## [Exercise instructions]
Your copy should match the entries exactly, except that it holds no pictures.
[Opening Input material section]
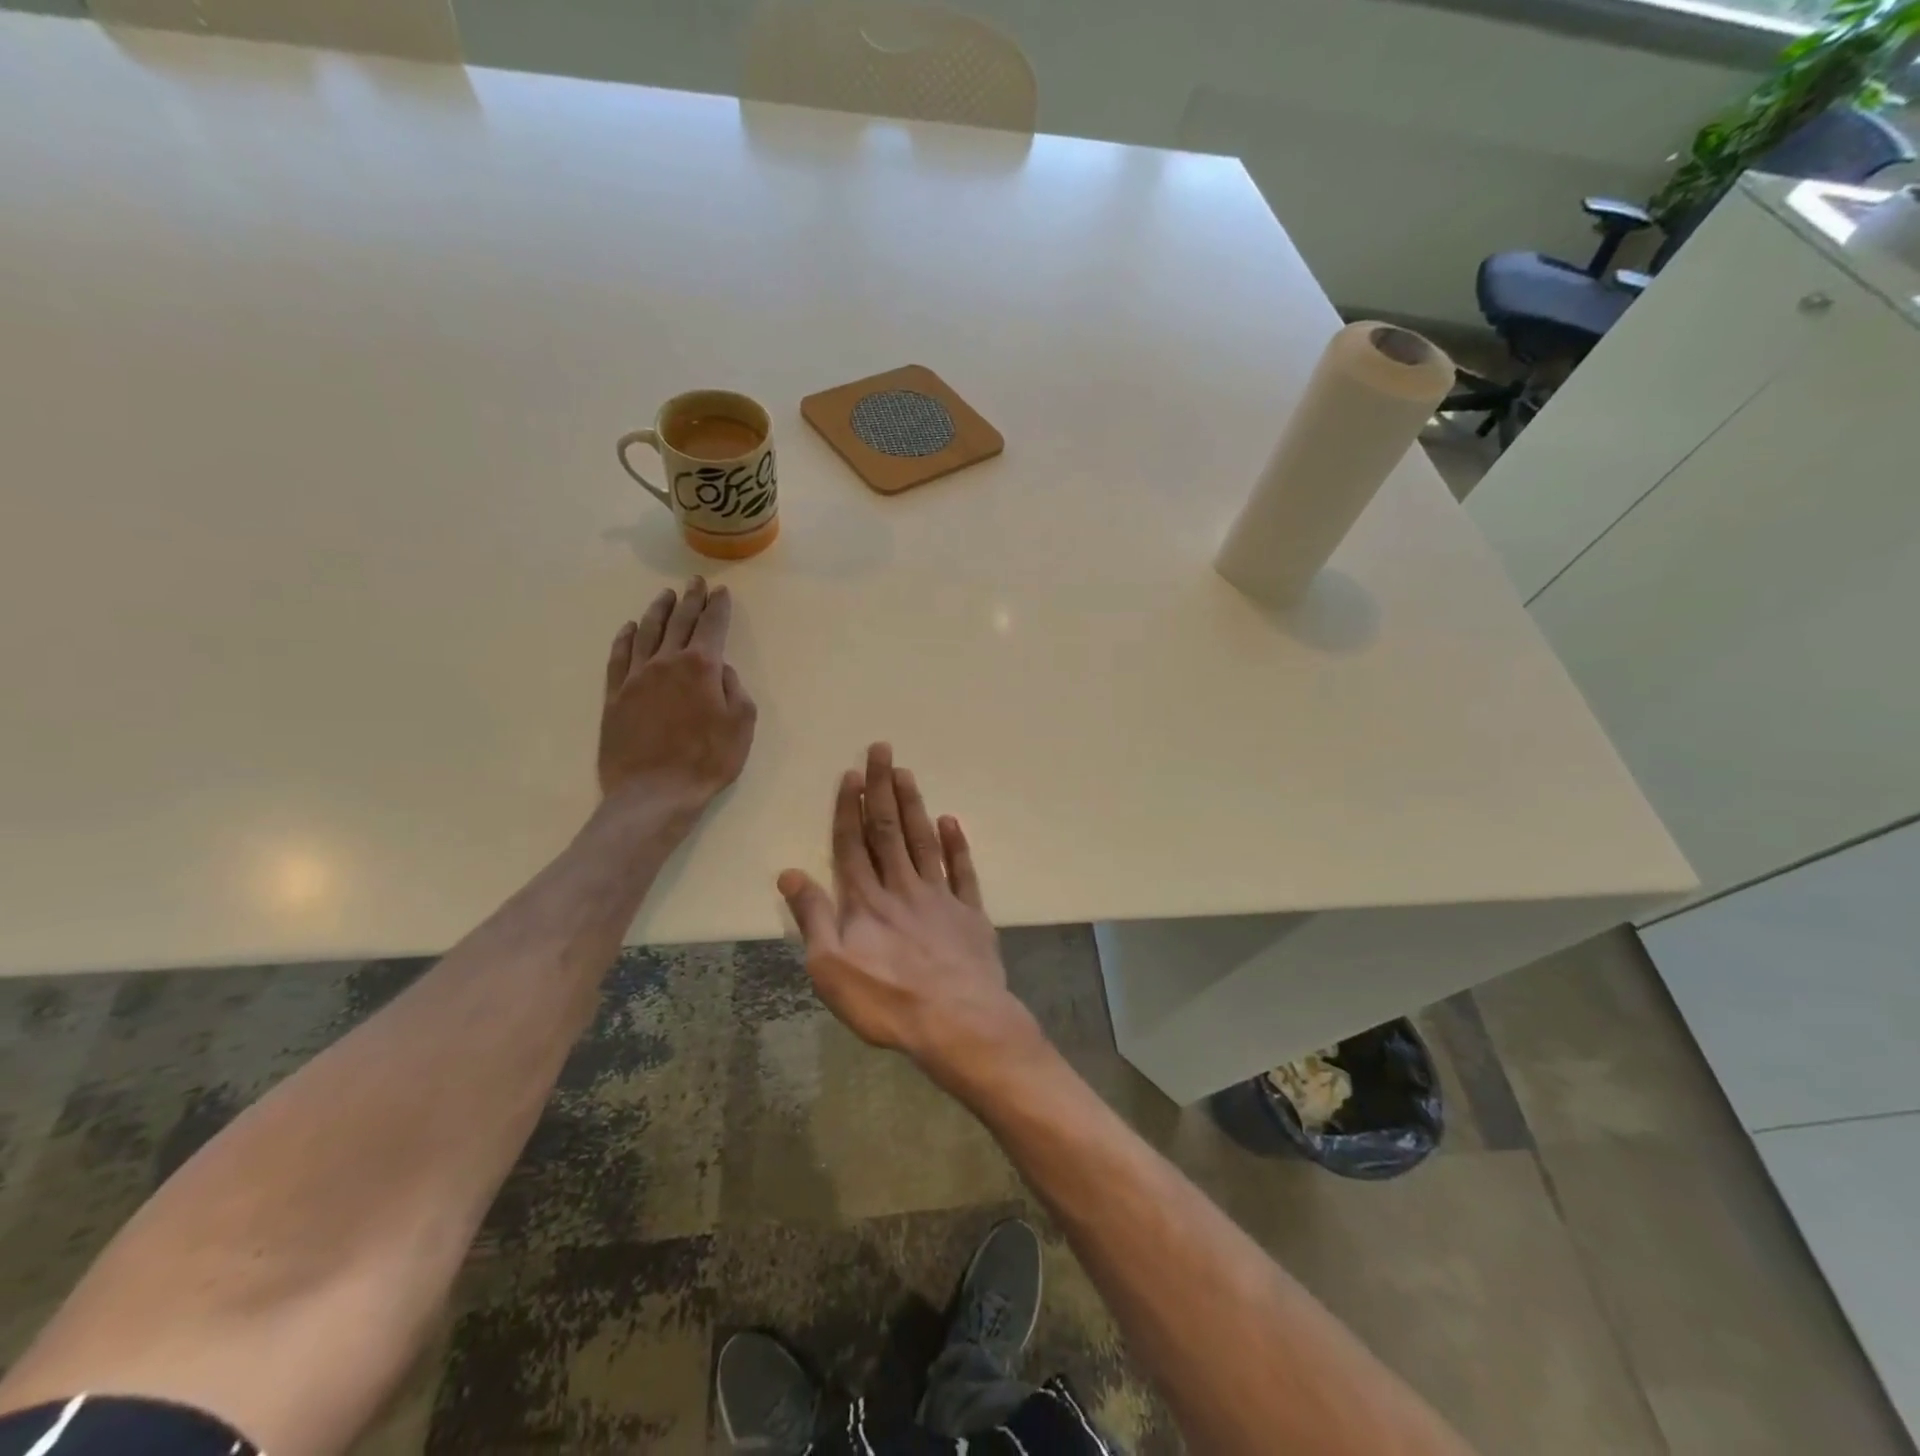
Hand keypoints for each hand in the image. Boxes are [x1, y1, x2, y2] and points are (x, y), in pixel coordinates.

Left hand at [598, 577, 756, 813]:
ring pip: (647, 632)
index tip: (721, 591)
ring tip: (666, 596)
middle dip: (691, 600)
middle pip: (680, 622)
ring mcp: (636, 677)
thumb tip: (722, 670)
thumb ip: (735, 690)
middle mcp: (666, 662)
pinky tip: (629, 628)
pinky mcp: (614, 695)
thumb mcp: (741, 726)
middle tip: (695, 582)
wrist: (653, 793)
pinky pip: (619, 656)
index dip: (718, 607)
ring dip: (658, 610)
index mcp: (701, 667)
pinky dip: (625, 638)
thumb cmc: (706, 761)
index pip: (712, 626)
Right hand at [778, 743, 1042, 1088]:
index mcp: (865, 901)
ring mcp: (940, 897)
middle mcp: (902, 888)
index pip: (853, 844)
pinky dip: (956, 845)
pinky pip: (962, 871)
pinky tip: (950, 822)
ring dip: (914, 805)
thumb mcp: (830, 968)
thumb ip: (812, 917)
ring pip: (923, 841)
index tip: (852, 774)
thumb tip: (789, 873)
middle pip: (889, 830)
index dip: (850, 808)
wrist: (959, 1022)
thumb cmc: (887, 1001)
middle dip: (883, 789)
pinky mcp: (970, 914)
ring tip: (907, 773)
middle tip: (882, 750)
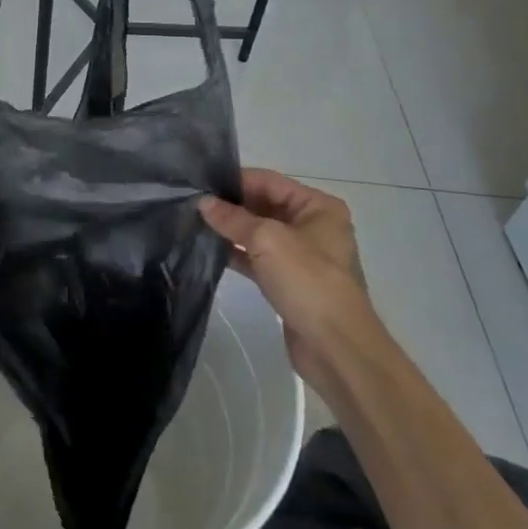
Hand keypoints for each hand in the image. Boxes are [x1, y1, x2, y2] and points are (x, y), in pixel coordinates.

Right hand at [200, 170, 378, 388]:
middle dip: (231, 205)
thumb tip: (203, 202)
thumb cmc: (308, 281)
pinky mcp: (290, 282)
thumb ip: (233, 219)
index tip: (200, 183)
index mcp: (318, 207)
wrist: (336, 347)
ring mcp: (302, 256)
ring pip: (260, 234)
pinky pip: (258, 259)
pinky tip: (210, 251)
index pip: (270, 181)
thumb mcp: (267, 240)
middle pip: (264, 205)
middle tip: (192, 203)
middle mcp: (313, 226)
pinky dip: (237, 254)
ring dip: (231, 230)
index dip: (235, 181)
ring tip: (194, 224)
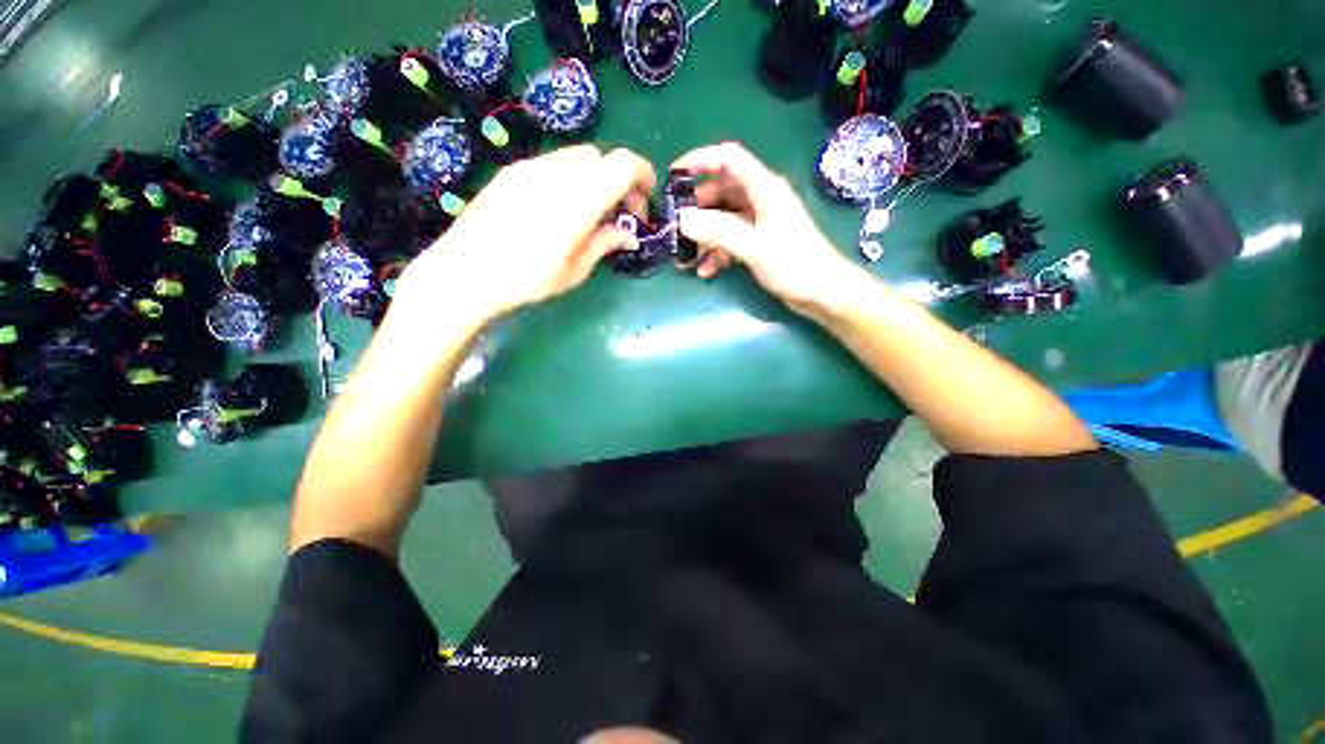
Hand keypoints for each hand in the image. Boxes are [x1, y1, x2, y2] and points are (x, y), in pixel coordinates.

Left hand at [398, 145, 655, 324]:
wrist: (464, 273)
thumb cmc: (526, 279)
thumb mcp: (575, 270)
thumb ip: (605, 243)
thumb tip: (629, 235)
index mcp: (579, 198)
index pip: (624, 164)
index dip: (643, 176)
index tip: (644, 204)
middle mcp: (557, 172)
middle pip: (603, 158)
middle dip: (620, 182)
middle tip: (619, 216)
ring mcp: (531, 167)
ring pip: (578, 158)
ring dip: (595, 180)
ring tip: (590, 214)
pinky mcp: (512, 172)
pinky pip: (554, 164)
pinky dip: (571, 179)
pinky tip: (560, 210)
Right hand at [673, 143, 870, 315]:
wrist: (824, 294)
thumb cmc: (794, 265)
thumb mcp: (754, 247)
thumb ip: (718, 231)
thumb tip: (682, 219)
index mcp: (764, 188)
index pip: (729, 158)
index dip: (700, 160)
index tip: (673, 177)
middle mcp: (761, 200)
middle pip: (722, 190)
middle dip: (697, 206)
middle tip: (675, 224)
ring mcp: (760, 223)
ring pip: (724, 218)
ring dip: (704, 234)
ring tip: (685, 254)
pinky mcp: (759, 243)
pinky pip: (731, 240)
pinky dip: (717, 252)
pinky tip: (705, 271)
[Closing Input material section]
## [Output of the exercise]
Hand keypoints for each hand in the image. Boxes are [x1, y1, x2, y2] and points are (x, y), in pixel coordinates.

Left hand at [598, 577, 756, 813]:
ring pip: (647, 632)
index tip: (721, 591)
ring tip: (666, 596)
middle dip: (691, 600)
middle pip: (680, 622)
ring mcp: (636, 677)
thumb tip: (722, 670)
thumb ip: (735, 690)
middle mcp: (666, 662)
pinky tip: (629, 628)
pinky mcp: (614, 695)
thumb mcp: (741, 726)
middle tip: (695, 582)
wrist: (653, 793)
pinky pip: (619, 656)
index dip: (718, 607)
ring dip: (658, 610)
index mcp: (701, 667)
pinky dip: (625, 638)
thumb cmc: (706, 761)
index pip: (712, 626)
Right hand at [778, 743, 1042, 1088]:
index mcp: (865, 901)
ring mcp: (940, 897)
middle mcp: (902, 888)
index pip: (853, 844)
pinky dip: (956, 845)
pinky pip: (962, 871)
pinky tip: (950, 822)
ring dip: (914, 805)
thumb mcp: (830, 968)
thumb ip: (812, 917)
ring pip: (923, 841)
index tip: (852, 774)
thumb tip: (789, 873)
middle pip: (889, 830)
index dip: (850, 808)
wrist: (959, 1022)
thumb cmc: (887, 1001)
middle dip: (883, 789)
pinky mcp: (970, 914)
ring tip: (907, 773)
middle tip: (882, 750)
Hand keypoints for each hand in the image. Boxes are [x1, y1, x2, y2] and points are (x, y), in pixel coordinates.

Right hand at [200, 170, 378, 388]:
middle dip: (231, 205)
thumb tip: (203, 202)
thumb cmc: (308, 281)
pinky mcp: (290, 282)
thumb ip: (233, 219)
index tip: (200, 183)
index mcp: (318, 207)
wrist: (336, 347)
ring mcp: (302, 256)
ring pip: (260, 234)
pinky pip: (258, 259)
pinky tip: (210, 251)
index pip: (270, 181)
thumb mcp: (267, 240)
middle pip: (264, 205)
middle tip: (192, 203)
middle mcp: (313, 226)
pinky dip: (237, 254)
ring dip: (231, 230)
index dip: (235, 181)
ring tip: (194, 224)
Hand keypoints for each hand in the image. Boxes are [x1, y1, x2, y2] and points are (x, y), in pixel coordinates.

Left hand at [398, 145, 655, 324]:
wrist: (464, 273)
thumb cmc: (526, 279)
thumb mcp: (575, 270)
thumb ip: (605, 243)
thumb tip: (629, 235)
index mcp: (579, 198)
index pip: (624, 164)
index dip: (643, 176)
index tip: (644, 204)
middle mcp: (557, 172)
middle pip: (603, 158)
middle dip: (620, 182)
middle tip: (619, 216)
ring mcp: (531, 167)
ring pip: (578, 158)
ring dip: (595, 180)
ring tip: (590, 214)
pinky mcp: (512, 172)
pinky pip: (554, 164)
pinky dip: (571, 179)
pinky tip: (560, 210)
Right hand at [673, 143, 870, 315]:
wrist: (824, 294)
thumb cmc: (794, 265)
thumb mcp: (754, 247)
thumb ip: (718, 231)
thumb tip: (682, 219)
index mcp: (764, 188)
index pip: (729, 158)
index dip: (700, 160)
index tip: (673, 177)
middle mcp: (761, 200)
middle pip: (722, 190)
middle dip: (697, 206)
middle tip: (675, 224)
ring mcp: (760, 223)
ring pip: (724, 218)
ring dip: (704, 234)
ring tip: (685, 254)
pinky mcp: (759, 243)
pinky pip: (731, 240)
pinky dip: (717, 252)
pinky tip: (705, 271)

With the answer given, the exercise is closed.